The shouting grew louder, and there was the scrape of furniture like someone knocking over a chair. Then the sharp crack of two gunshots and an unmistakable thud of a body hitting the floor. I was trying to decide whether to hide so I could surprise him when the door crashed open.
“Everything’s fucked up now. I can’t leave any of you alive.”
26
Brody
It was possible I would lose my mind before I got to her. I’d found a woman I deeply cared about, for the second time in my life. I’d be a fool to let her get away. But she’d been kidnapped, hopefully stashed somewhere and not already dead. It made me sick to my stomach to think of it. The wind whipped cold from the east with a coming storm, turning a late September night chilly. The dark and the cold wind made it worse somehow, that she was out there in the clutches of a man who didn’t deserve to breathe the same air as her.
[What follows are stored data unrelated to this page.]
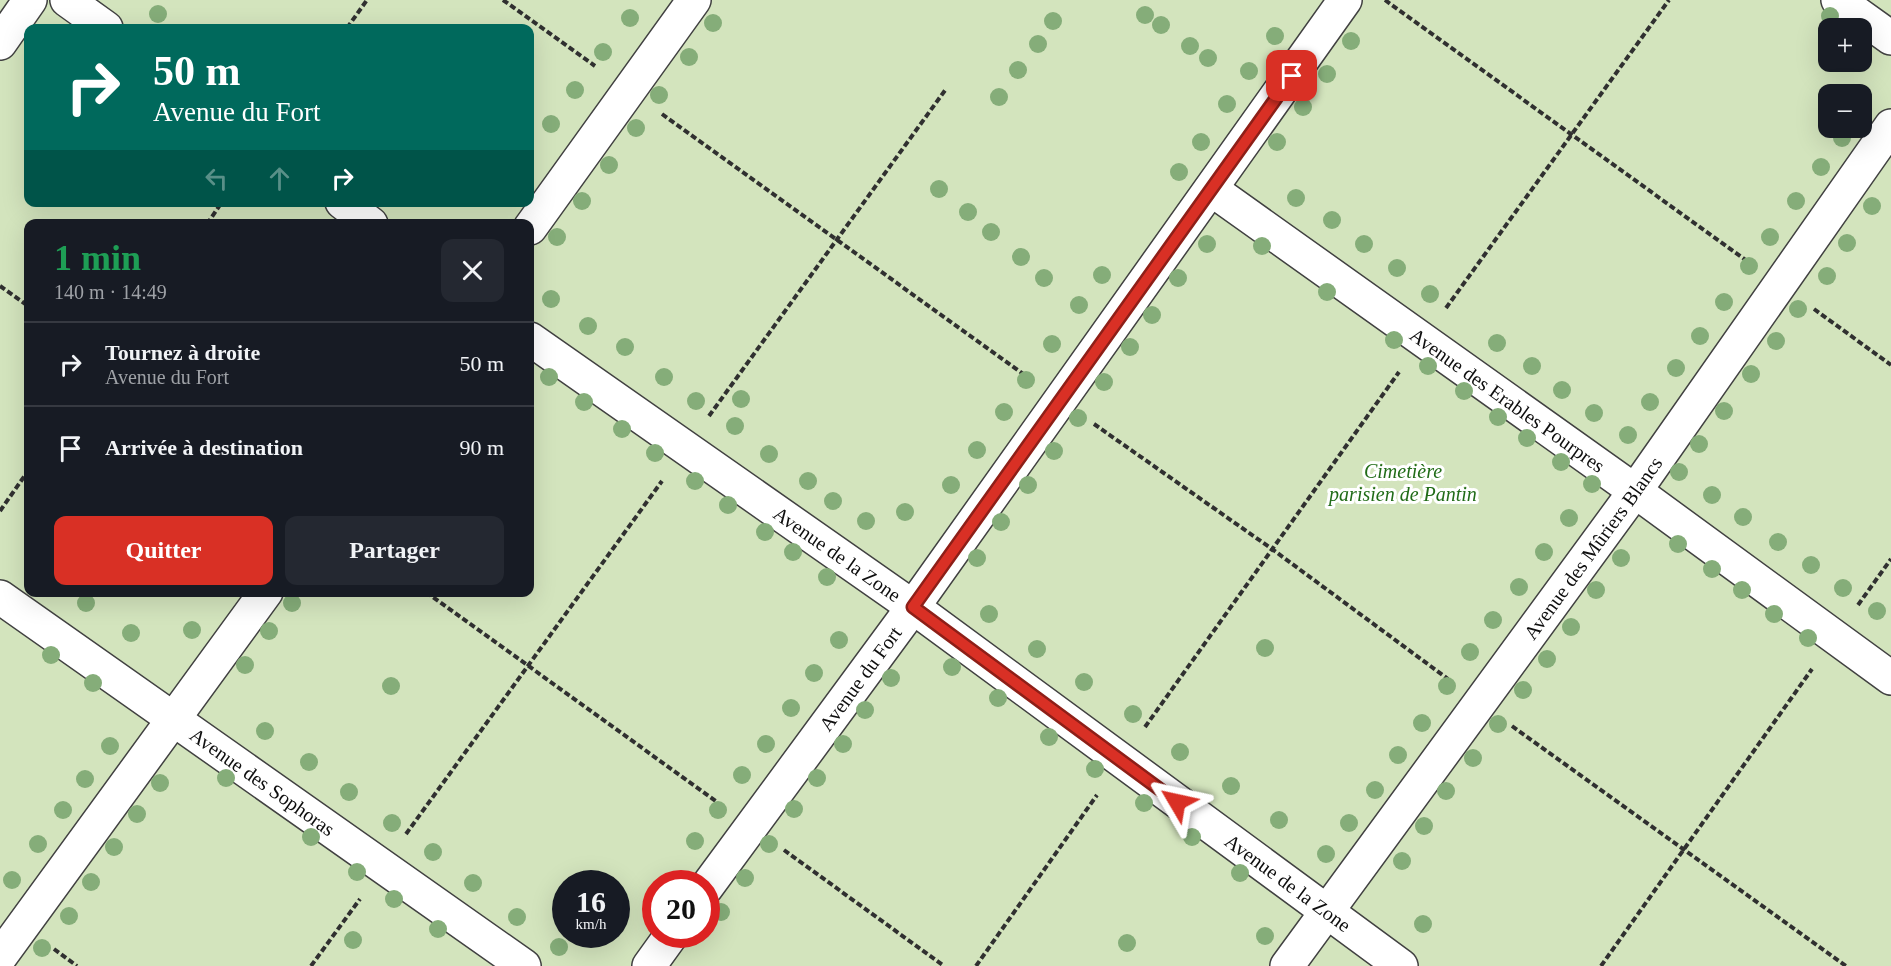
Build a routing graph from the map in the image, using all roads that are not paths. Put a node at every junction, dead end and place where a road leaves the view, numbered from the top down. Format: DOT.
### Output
graph roads {
  1 [pos="30,0"];
  2 [pos="68,0"];
  3 [pos="694,0"];
  4 [pos="1345,0"];
  5 [pos="1838,0"];
  6 [pos="101,24"];
  7 [pos="1891,38"];
  8 [pos="0,43"];
  9 [pos="1891,126"];
  10 [pos="1211,189"];
  11 [pos="349,207"];
  12 [pos="364,219"];
  13 [pos="534,222"];
  14 [pos="534,342"];
  15 [pos="1635,490"];
  16 [pos="0,597"];
  17 [pos="262,597"];
  18 [pos="913,607"];
  19 [pos="1891,678"];
  20 [pos="174,719"];
  21 [pos="719,870"];
  22 [pos="1326,912"];
  23 [pos="662,948"];
  24 [pos="0,957"];
  25 [pos="524,966"];
  26 [pos="649,966"];
  27 [pos="1287,966"];
  28 [pos="1401,966"];
  1 -- 8 [label="lane"];
  2 -- 6 [label="lane"];
  3 -- 13 [label="lane"];
  4 -- 10 [label="lane, Avenue du Fort"];
  5 -- 7 [label="lane"];
  9 -- 15 [label="lane, Avenue des Mûriers Blancs"];
  10 -- 15 [label="lane, Avenue des Erables Pourpres"];
  10 -- 18 [label="lane, Avenue du Fort"];
  11 -- 12 [label="lane"];
  14 -- 18 [label="lane, Avenue de la Zone"];
  15 -- 19 [label="lane, Avenue des Erables Pourpres"];
  15 -- 22 [label="lane, Avenue des Mûriers Blancs"];
  16 -- 20 [label="lane, Avenue des Sophoras"];
  17 -- 20 [label="lane"];
  18 -- 21 [label="lane, Avenue du Fort"];
  18 -- 22 [label="lane, Avenue de la Zone"];
  20 -- 24 [label="lane"];
  20 -- 25 [label="lane, Avenue des Sophoras"];
  22 -- 27 [label="lane, Avenue des Mûriers Blancs"];
  22 -- 28 [label="lane, Avenue de la Zone"];
  23 -- 26 [label="lane"];
}
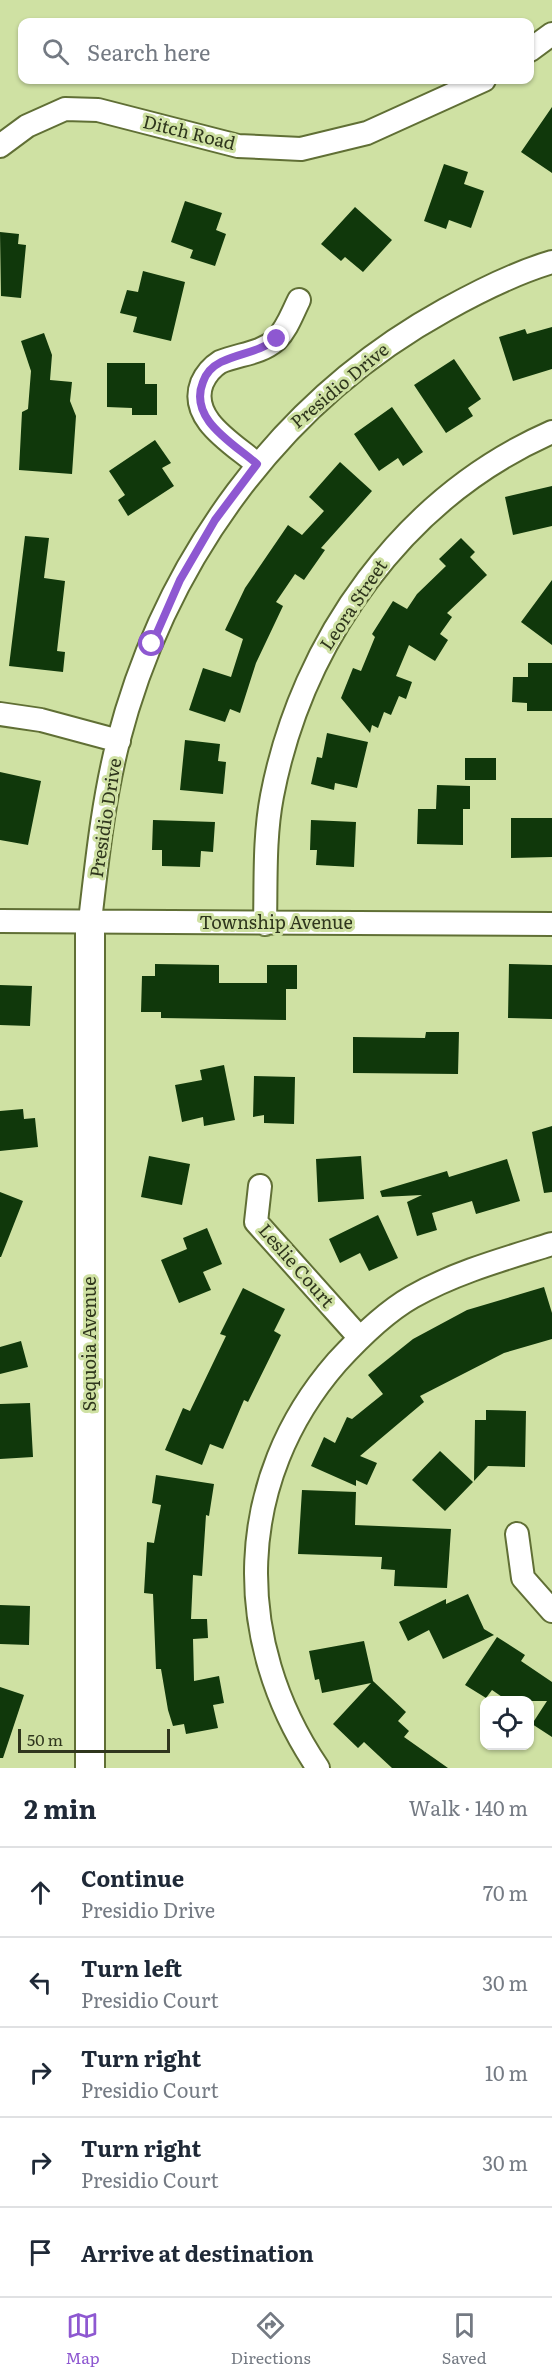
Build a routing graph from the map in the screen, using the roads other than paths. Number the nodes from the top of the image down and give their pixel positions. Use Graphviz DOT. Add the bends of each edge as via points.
graph roads {
  1 [pos="552,34"];
  2 [pos="534,47"];
  3 [pos="475,84"];
  4 [pos="0,146"];
  5 [pos="552,262"];
  6 [pos="299,300"];
  7 [pos="552,432"];
  8 [pos="257,464"];
  9 [pos="0,714"];
  10 [pos="119,741"];
  11 [pos="0,921"];
  12 [pos="90,921"];
  13 [pos="265,924"];
  14 [pos="552,924"];
  15 [pos="260,1186"];
  16 [pos="552,1244"];
  17 [pos="359,1337"];
  18 [pos="517,1534"];
  19 [pos="552,1611"];
  20 [pos="90,1768"];
  21 [pos="318,1768"];
  1 -- 2 [label="street"];
  3 -- 4 [label="street, Ditch Road" via="367,133 301,149 237,146 98,110 65,109 27,126"];
  5 -- 8 [label="street, Presidio Drive" via="480,291 411,329 361,364 306,411"];
  6 -- 8 [label="street" via="277,339 249,354 221,362 212,368 201,387 200,409 210,423"];
  7 -- 13 [label="street, Leora Street" via="492,464 417,523 372,572 334,628 306,682 284,744 267,845"];
  8 -- 10 [label="street, Presidio Drive" via="215,520 180,580 152,644"];
  9 -- 10 [label="street" via="41,720"];
  10 -- 12 [label="street, Presidio Drive" via="100,829"];
  11 -- 12 [label="street, Township Avenue"];
  12 -- 13 [label="street, Township Avenue"];
  12 -- 20 [label="street, Sequoia Avenue"];
  13 -- 14 [label="street, Township Avenue"];
  15 -- 17 [label="street, Leslie Court" via="256,1222"];
  16 -- 17 [label="street" via="470,1269 411,1298"];
  17 -- 21 [label="street" via="314,1389 294,1422 267,1488 259,1527 255,1592 266,1658 295,1731"];
  18 -- 19 [label="street" via="523,1578"];
}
The girl from Overton had gotten away and luckily she had reached help. She told them where Becky was being held, so it was just a matter of time before we had them free. Carl and I, plus some of the Overton cops drove out that way as fast as we could. A quarter of a mile out, we stopped and went on foot to keep from alerting anyone we were coming. In a hostage situation, those blue and red lights tended to cause the bad guys to panic and do something stupid. We were creeping up the ridge, not a hundred yards off from the cabin when we heard two gunshots. I broke into a dead run. As I reached the door, another loud shot split the quiet.
Without a firm plan, I burst in and saw Laura with a gun, standing over a body. She looked up and met my eyes. There was another body on the floor a few feet away.